In any documentation I have seen to date, the language a GWT application will use is either based on the locale "query string" or "meta" tag in the HTML document.  While this gives us the ability to switch locales by changing either of these, it is not automatically picked up without the user designating their preference.

I personally don't really like having the language in the query string, many times my URL's are heavily modified by Apache mod_rewrite and I'd rather not add extra things in there.  So for me, the best bet is to use the "meta" tag.  This is very easy to do, just add this into your HTML:

<HTML>
    <HEAD>
           <META name="gwt:property" content="locale=en">
    </HEAD>
...

Now, the GWT application will use English by default, if the meta tag specified "locale=fr" then we'd be seeing French.  The way to make this automatic and dynamic is to use something like JSP or PHP to dish out your pages and build the meta tag.  If you currently have static HTML pages you could quickly create a JSP or PHP page out of it and only modify the meta section. 

All modern web-browsers send to the server a list of preferred languages that the client would like to see content.  I've seen this used for quite a few years.  When I did not see this sort of thing being done with GWT, I came up with this idea.

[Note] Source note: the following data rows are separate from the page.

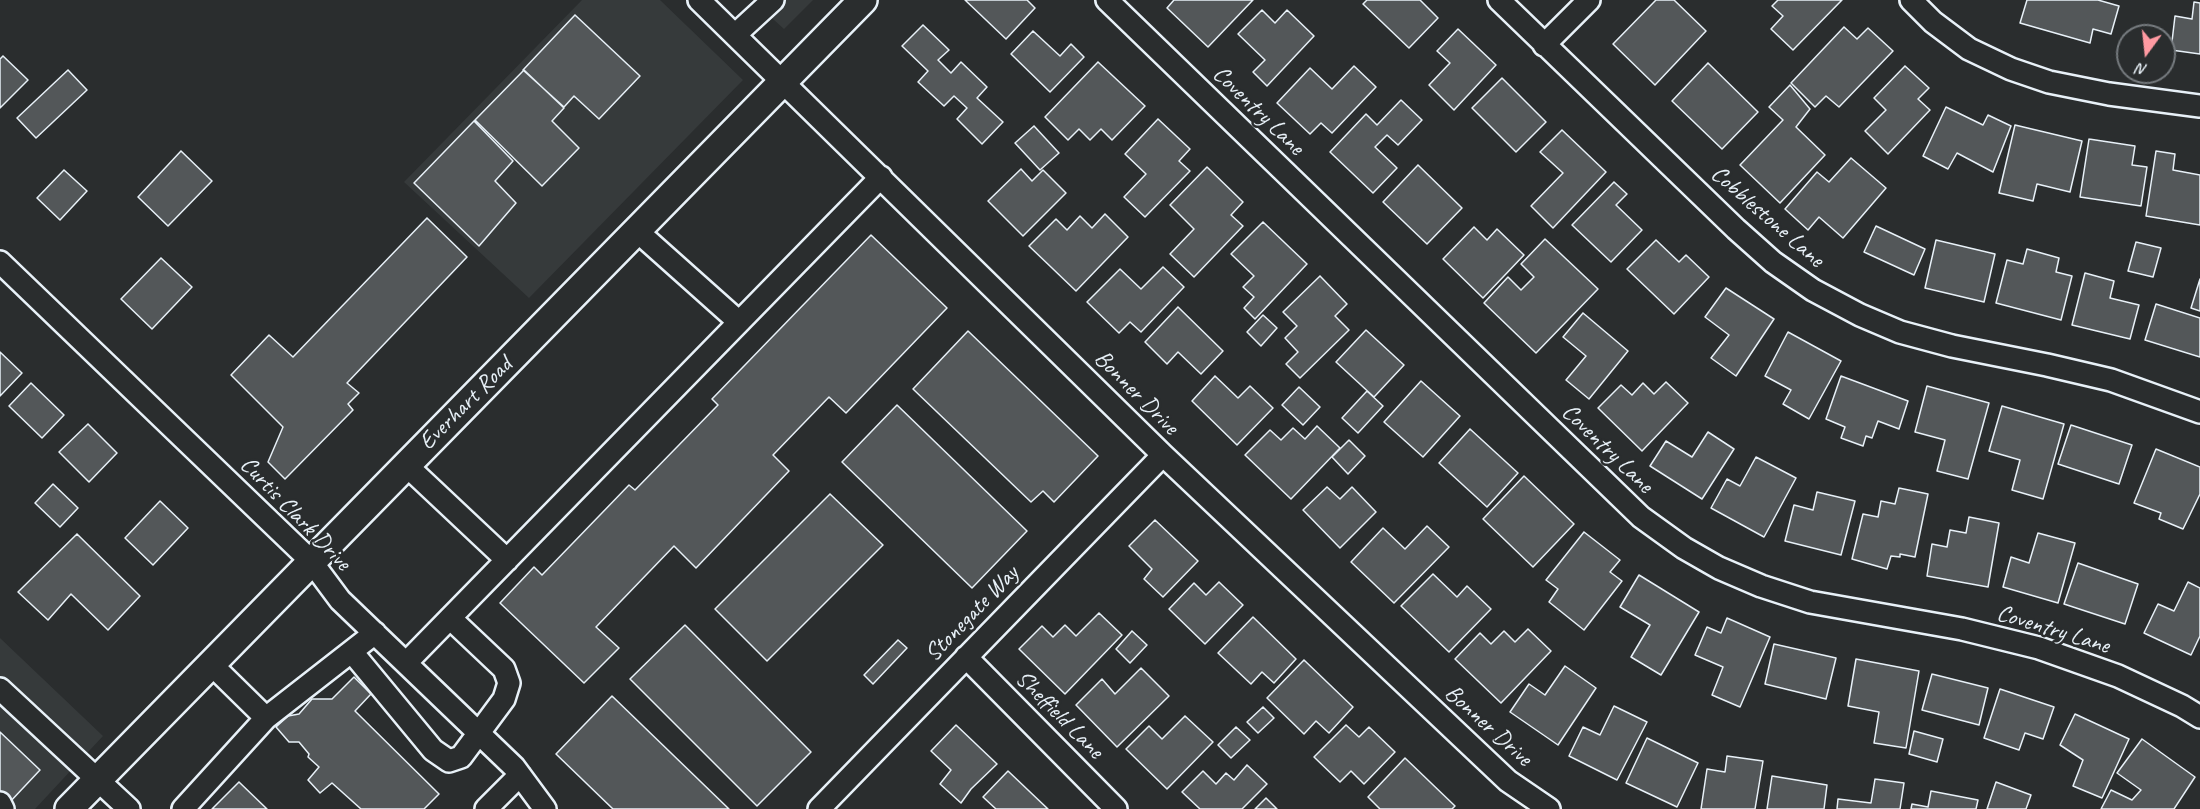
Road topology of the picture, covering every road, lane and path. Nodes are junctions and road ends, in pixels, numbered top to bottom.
1 (699, 0) edge
2 (1107, 0) edge
3 (1498, 0) edge
4 (1589, 0) edge
5 (1911, 0) edge
6 (856, 2) edge
7 (763, 3) edge
8 (735, 35) junction
9 (1544, 45) junction
10 (784, 82) junction
11 (2200, 106) edge
12 (881, 177) junction
13 (637, 231) junction
14 (0, 262) edge
15 (739, 322) junction
16 (2200, 412) edge
17 (1163, 455) junction
18 (406, 465) junction
19 (311, 561) junction
20 (507, 561) junction
21 (450, 618) junction
22 (375, 633) junction
23 (352, 652) junction
24 (966, 657) junction
25 (406, 663) junction
26 (211, 664) junction
27 (0, 689) edge
28 (2200, 717) edge
29 (266, 718) junction
30 (479, 733) junction
31 (520, 775) junction
32 (99, 780) junction
33 (0, 802) edge
34 (3, 809) edge
35 (69, 809) edge
36 (129, 809) edge
37 (183, 809) edge
38 (486, 809) edge
39 (545, 809) edge
40 (819, 809) edge
41 (1116, 809) edge
42 (1549, 809) edge

1 - 8 street, Bonner Drive
2 - 28 street, Coventry Lane
3 - 9 street, Cobblestone Lane
4 - 9 street
5 - 11 street
6 - 10 main road, Everhart Road
7 - 8 street
8 - 10 street, Bonner Drive
9 - 16 street, Cobblestone Lane
10 - 12 street, Bonner Drive
10 - 13 main road, Everhart Road
12 - 15 street
12 - 17 street, Bonner Drive
13 - 15 street
13 - 18 main road, Everhart Road
14 - 19 street, Curtis Clark Drive
15 - 20 street
17 - 24 street, Stonegate Way
17 - 42 street, Bonner Drive
18 - 19 main road, Everhart Road
18 - 20 street
19 - 22 street, Curtis Clark Drive
19 - 26 main road, Everhart Road
20 - 21 street
21 - 25 street
21 - 30 street
22 - 23 street
22 - 25 street, Curtis Clark Drive
23 - 29 street
23 - 30 street
24 - 40 street, Stonegate Way
24 - 41 street, Sheffield Lane
25 - 30 street, Curtis Clark Drive
26 - 29 street
26 - 32 main road, Everhart Road
27 - 32 street
29 - 37 street
30 - 31 street, Curtis Clark Drive
31 - 38 street
31 - 39 street, Curtis Clark Drive
32 - 35 main road, Everhart Road
32 - 36 street
33 - 34 street

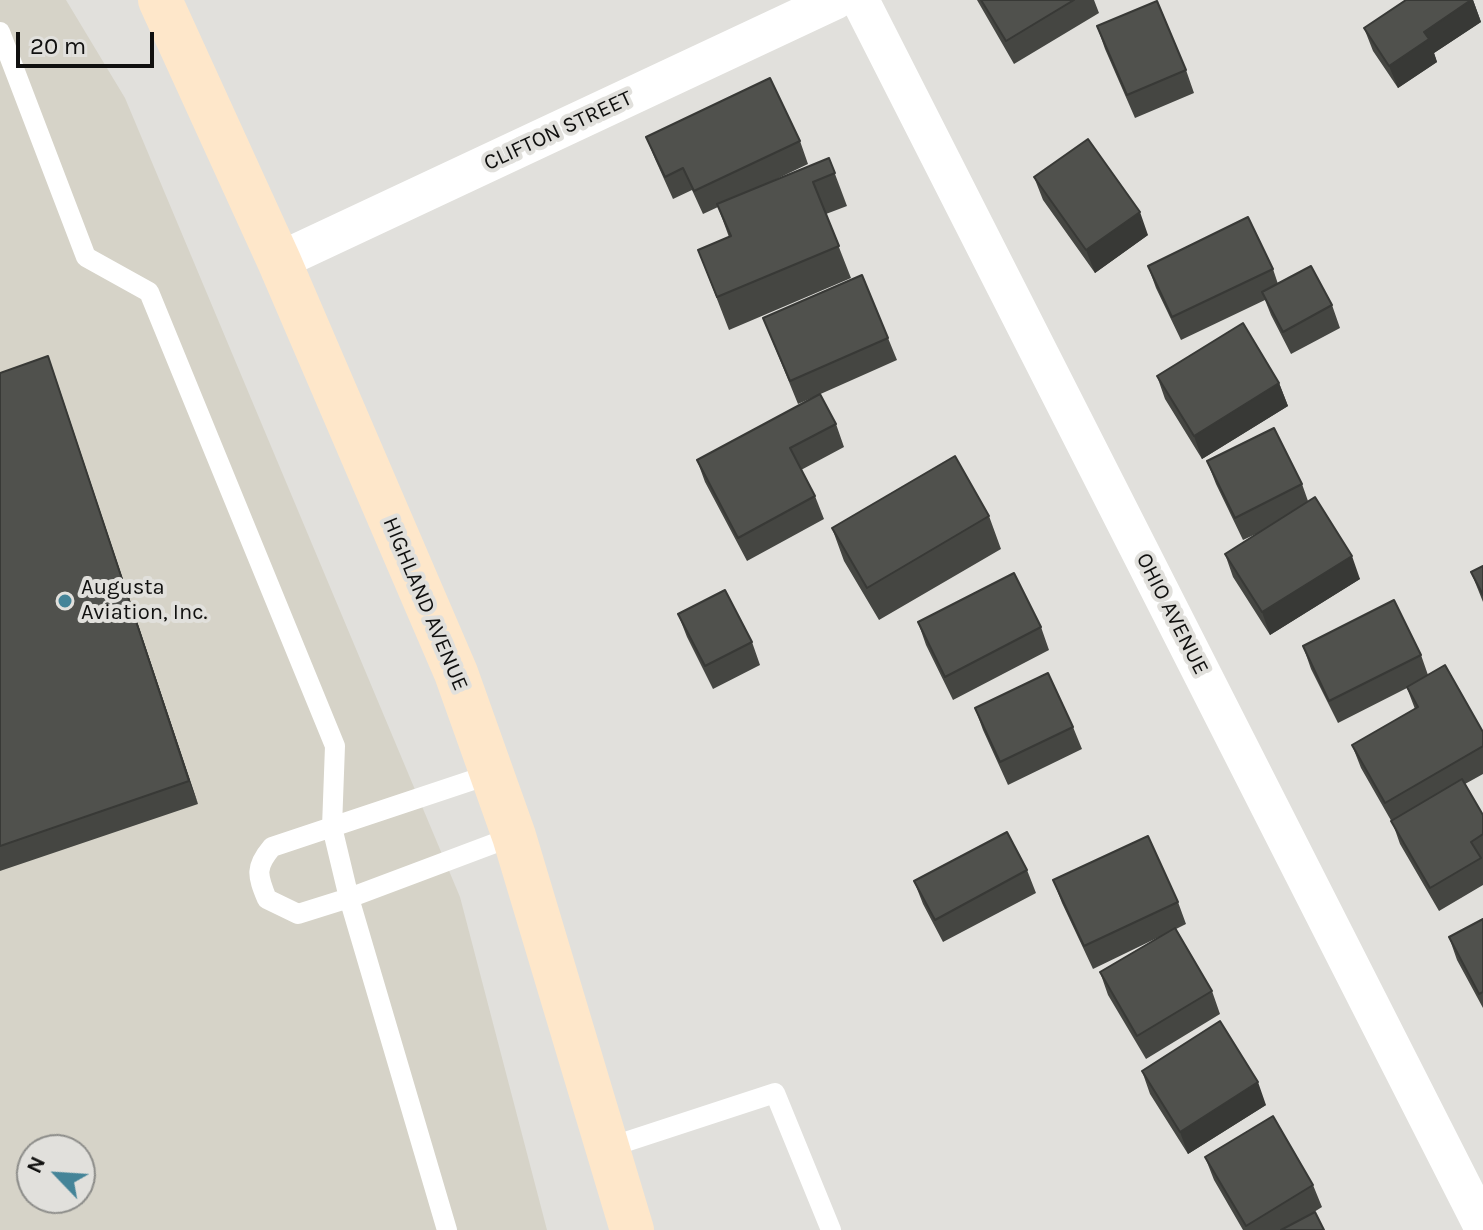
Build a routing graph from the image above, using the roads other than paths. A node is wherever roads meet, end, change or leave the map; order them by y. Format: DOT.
graph roads {
  1 [pos="160,0"];
  2 [pos="836,0"];
  3 [pos="860,0"];
  4 [pos="0,32"];
  5 [pos="279,261"];
  6 [pos="491,774"];
  7 [pos="332,827"];
  8 [pos="514,836"];
  9 [pos="349,898"];
  10 [pos="607,1148"];
  11 [pos="1483,1227"];
  12 [pos="447,1230"];
  13 [pos="632,1230"];
  14 [pos="831,1230"];
  1 -- 5 [label="main road, HIGHLAND AVENUE"];
  2 -- 5 [label="street, CLIFTON STREET"];
  3 -- 11 [label="street, OHIO AVENUE"];
  4 -- 7 [label="lane"];
  5 -- 6 [label="main road, HIGHLAND AVENUE"];
  6 -- 7 [label="lane"];
  6 -- 8 [label="main road, HIGHLAND AVENUE"];
  7 -- 9 [label="lane"];
  7 -- 9 [label="lane"];
  8 -- 9 [label="lane"];
  8 -- 10 [label="main road, HIGHLAND AVENUE"];
  9 -- 12 [label="lane"];
  10 -- 13 [label="main road, HIGHLAND AVENUE"];
  10 -- 14 [label="lane"];
}
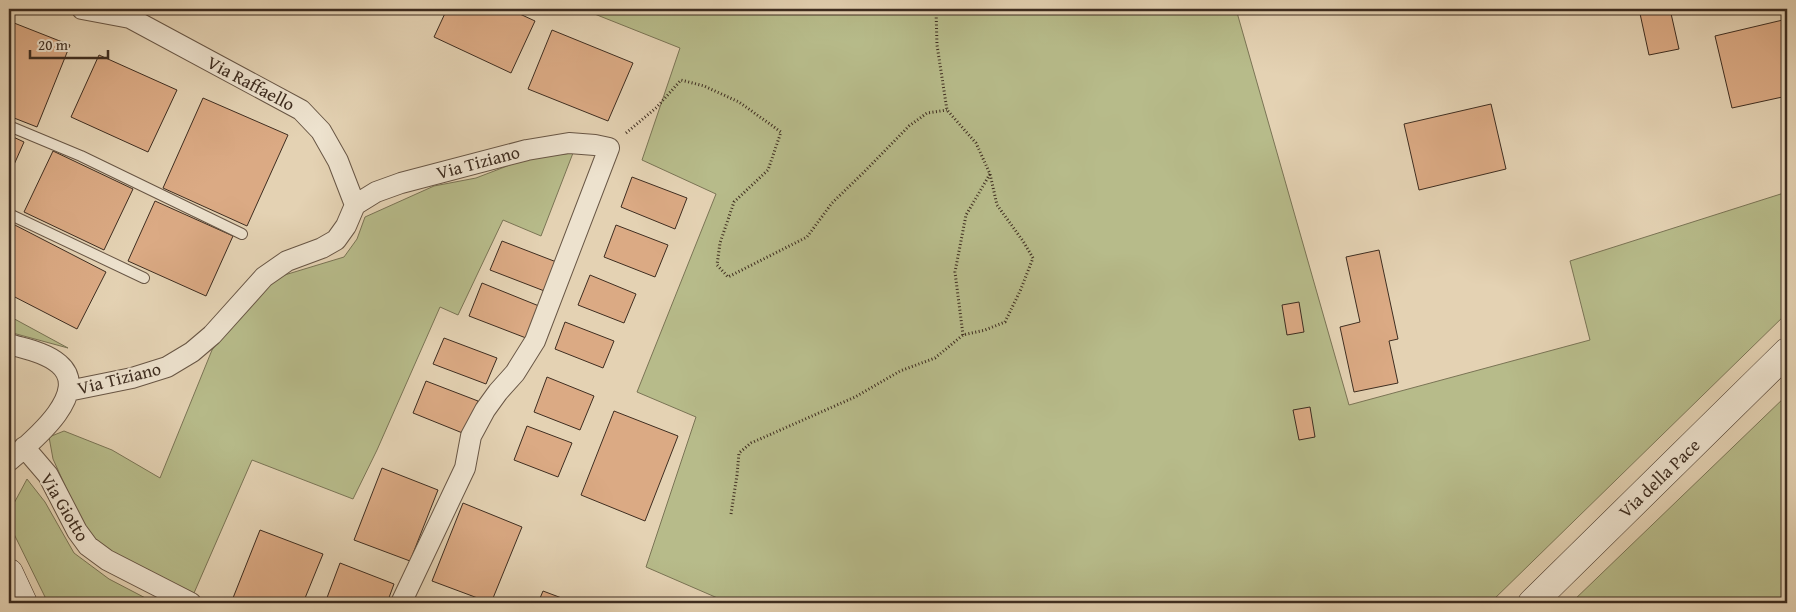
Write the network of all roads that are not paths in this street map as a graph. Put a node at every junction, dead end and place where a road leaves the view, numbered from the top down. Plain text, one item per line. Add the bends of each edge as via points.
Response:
1 (82, 9) edge
2 (129, 13) edge
3 (9, 126) edge
4 (355, 205) junction
5 (9, 214) edge
6 (242, 234) dead end
7 (144, 278) dead end
8 (9, 344) edge
9 (1787, 352) edge
10 (68, 391) junction
11 (24, 447) junction
12 (9, 461) edge
13 (9, 574) edge
14 (24, 603) edge
15 (191, 603) edge
16 (401, 603) edge
17 (1532, 603) edge

1 - 2 street, Via Raffaello
2 - 4 street, Via Raffaello via 301,110 321,131 338,161
3 - 6 lane via 81,156
4 - 10 street, Via Tiziano via 336,240 286,262 264,277 212,335 192,352 167,367
4 - 16 street, Via Tiziano via 400,182 527,150 568,143 609,148 534,341 471,436 465,468
5 - 7 lane
8 - 10 street via 41,354 59,364 68,375
9 - 17 street, Via della Pace
10 - 11 street via 64,405
11 - 12 street
11 - 15 street, Via Giotto via 48,475 88,546 107,560
13 - 14 street

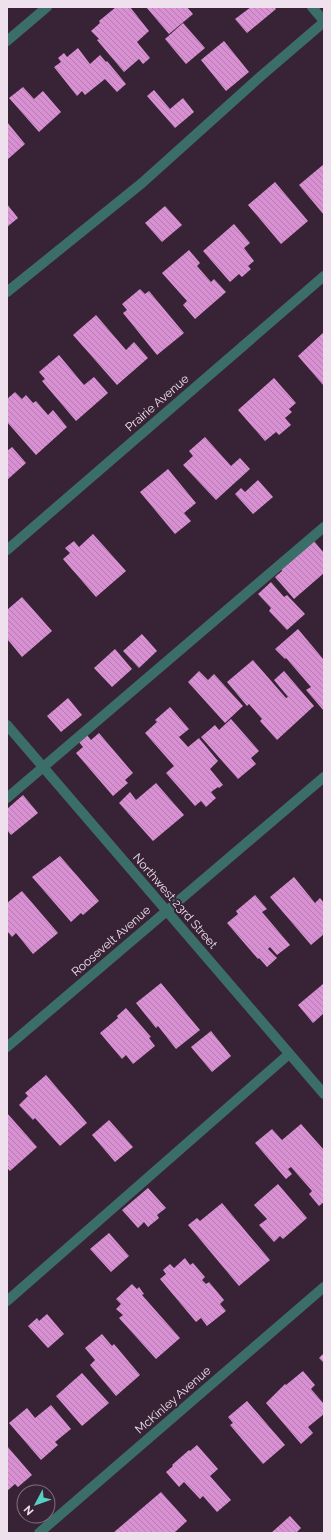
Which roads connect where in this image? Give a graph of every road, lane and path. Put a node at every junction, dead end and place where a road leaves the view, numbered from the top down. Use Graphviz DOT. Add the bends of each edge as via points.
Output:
graph roads {
  1 [pos="47,7"];
  2 [pos="312,7"];
  3 [pos="324,22"];
  4 [pos="7,41"];
  5 [pos="324,276"];
  6 [pos="7,292"];
  7 [pos="324,527"];
  8 [pos="7,550"];
  9 [pos="7,725"];
  10 [pos="43,767"];
  11 [pos="324,777"];
  12 [pos="7,798"];
  13 [pos="166,911"];
  14 [pos="7,1048"];
  15 [pos="290,1054"];
  16 [pos="324,1094"];
  17 [pos="324,1287"];
  18 [pos="7,1301"];
  19 [pos="39,1533"];
  1 -- 4 [label="street"];
  2 -- 3 [label="street"];
  3 -- 6 [label="street" via="142,183"];
  5 -- 8 [label="street, Prairie Avenue"];
  7 -- 10 [label="street"];
  9 -- 10 [label="street, Northwest 23rd Street"];
  10 -- 12 [label="street"];
  10 -- 13 [label="street, Northwest 23rd Street"];
  11 -- 13 [label="street, Roosevelt Avenue"];
  13 -- 14 [label="street, Roosevelt Avenue"];
  13 -- 15 [label="street, Northwest 23rd Street"];
  15 -- 16 [label="street, Northwest 23rd Street"];
  15 -- 18 [label="street"];
  17 -- 19 [label="street, McKinley Avenue"];
}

In the JSP, figure out the users preferred language, this is incredibly simple:

<meta name="gwt:property" content="locale=<%=request.getLocale()%>">

I can switch my browser settings to English or French and the application automatically uses the correct language!  If the language is not supported, then I get the default (English).

You can get more sophisticated by trying to use the "Accept-Language" header field and pick the locale best suited for the user.  For example they might prefer French, then Spanish and then English, in that order.  If we do not have French, then we'd want to "fall back" to Spanish according to their preference if we can, rather than go straight to English if we don't support their top choice.